Puis revient l’éternel débat sur la séparation entre l’homme et l’artiste. Peut-on lire, écouter, regarder avec plaisir les œuvres d’un criminel ? Peut-on admirer l’art d’un être qui, dans sa vie privée, commet les pires horreurs ? (Je crois qu’il est possible de le faire, mais en ayant pleinement conscience de l’ambivalence de son geste. En ne laissant pas le plaisir que l’on retire de la consommation d’une œuvre engendrer une quelconque sympathie pour l’être humain qui l’a créée. Et surtout, sans se chercher des excuses. Reste que, selon moi, la honte devrait surtout peser sur les instances qui facilitent la création de ces œuvres, en les subventionnant par exemple).

On peut concéder le fait que Polanski a fait de bons films. On peut reconnaître le fait que certaines chansons de Noir Désir sont magnifiques. Mais cela ne doit pas occulter les circonstances qui entourent la création de ces œuvres. Cela ne doit pas excuser. Cela ne doit pas nous rendre complices. Cela ne doit pas absoudre l’artiste – qui ne mène pas une existence séparée de l’homme – des crimes qu’il a commis. L’art n’est pas un expédient. Et la célébrité ne devrait en aucun cas être un passe-droit.

Nous ne pouvons plus accepter que le seul facteur qui détermine si une victime de violences sera entendue, c’est son pouvoir.

Arrêtons d’être complices. Arrêtons de nourrir le silence. Arrêtons de choisir nos victimes. Toutes méritent d’être écoutées, entendues, soutenues. Arrêtons de choisir nos agresseurs, aussi.
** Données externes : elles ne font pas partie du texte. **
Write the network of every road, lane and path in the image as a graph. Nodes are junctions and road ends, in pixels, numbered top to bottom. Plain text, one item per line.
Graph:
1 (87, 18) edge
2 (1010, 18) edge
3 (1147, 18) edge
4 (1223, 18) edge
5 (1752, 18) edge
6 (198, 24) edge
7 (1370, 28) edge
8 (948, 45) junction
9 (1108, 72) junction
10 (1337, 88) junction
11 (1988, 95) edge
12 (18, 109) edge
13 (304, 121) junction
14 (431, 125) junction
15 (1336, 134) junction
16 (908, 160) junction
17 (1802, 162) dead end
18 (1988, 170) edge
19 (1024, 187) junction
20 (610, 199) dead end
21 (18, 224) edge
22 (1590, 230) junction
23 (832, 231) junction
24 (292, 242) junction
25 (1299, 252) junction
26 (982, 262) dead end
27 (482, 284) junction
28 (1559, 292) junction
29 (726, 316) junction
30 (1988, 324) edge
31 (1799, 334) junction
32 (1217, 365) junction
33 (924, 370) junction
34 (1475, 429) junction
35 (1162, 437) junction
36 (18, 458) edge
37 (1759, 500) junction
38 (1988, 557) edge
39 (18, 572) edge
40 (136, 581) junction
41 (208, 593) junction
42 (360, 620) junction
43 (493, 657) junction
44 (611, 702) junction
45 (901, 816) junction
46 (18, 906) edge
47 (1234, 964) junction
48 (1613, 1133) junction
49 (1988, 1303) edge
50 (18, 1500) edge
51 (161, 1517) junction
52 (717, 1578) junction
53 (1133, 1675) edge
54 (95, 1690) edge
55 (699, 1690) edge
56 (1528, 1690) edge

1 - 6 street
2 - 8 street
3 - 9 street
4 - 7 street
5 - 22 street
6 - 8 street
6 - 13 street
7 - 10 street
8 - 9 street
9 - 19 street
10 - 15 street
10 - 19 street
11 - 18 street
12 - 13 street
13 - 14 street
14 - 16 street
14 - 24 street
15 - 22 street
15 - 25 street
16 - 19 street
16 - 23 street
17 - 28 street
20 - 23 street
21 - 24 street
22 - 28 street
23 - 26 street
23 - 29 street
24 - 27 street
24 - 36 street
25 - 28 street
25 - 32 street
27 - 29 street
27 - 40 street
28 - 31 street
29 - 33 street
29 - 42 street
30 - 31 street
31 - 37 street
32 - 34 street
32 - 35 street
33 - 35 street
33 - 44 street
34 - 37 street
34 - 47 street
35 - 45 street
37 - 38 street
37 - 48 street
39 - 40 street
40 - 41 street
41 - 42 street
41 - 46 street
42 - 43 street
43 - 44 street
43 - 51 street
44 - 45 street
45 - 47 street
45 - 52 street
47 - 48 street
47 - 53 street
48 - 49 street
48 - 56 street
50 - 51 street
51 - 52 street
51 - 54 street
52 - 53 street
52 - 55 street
Le talent, la richesse, la carrière, la respectabilité sociale, le temps qui passe, rien ne doit excuser l’inexcusable.

Et surtout, arrêtons de nous trouver des excuses. Arrêtons cette complaisance qui ne profite qu’aux puissants et à leur sentiment d’impunité. Arrêtons de dissocier le statut social de l’agresseur de ses méfaits. Arrêtons-en avec ces semi-indignations hésitantes et versatiles, comme si les violences pouvaient, dans certains cas limitatifs, être admissibles.

Il ne peut pas y avoir deux poids, deux mesures en matière de violences faites aux femmes.

Il faut briser ce putain de silence.

 

PS : Je me permets, pour finir, de faire un parallèle avec une « affaire » récente.

Le 20 novembre dernier, Solène Mauget, épouse du maire de Cabourg, a été condamnée en appel pour « violences volontaires », suite à la plainte qu’elle avait déposée contre son mari après que celui-ci l’ait frappée en pleine rue. 

Le tribunal de grande instance de Caen l’a condamnée à 1500 euros d’amende, dont 1000 euros avec sursis et 500 euros de dommages et intérêts pour préjudice moral. En première instance, son mari avait écopé de trois mois de prison avec sursis, sans aucune peine d’inéligibilité. Il exerce toujours ses fonctions de maire.

Les hommes violents sont-ils protégés par leur pouvoir ?

La justice se montre t-elle complice des puissants ?

Je vous laisse en juger par vous-mêmes.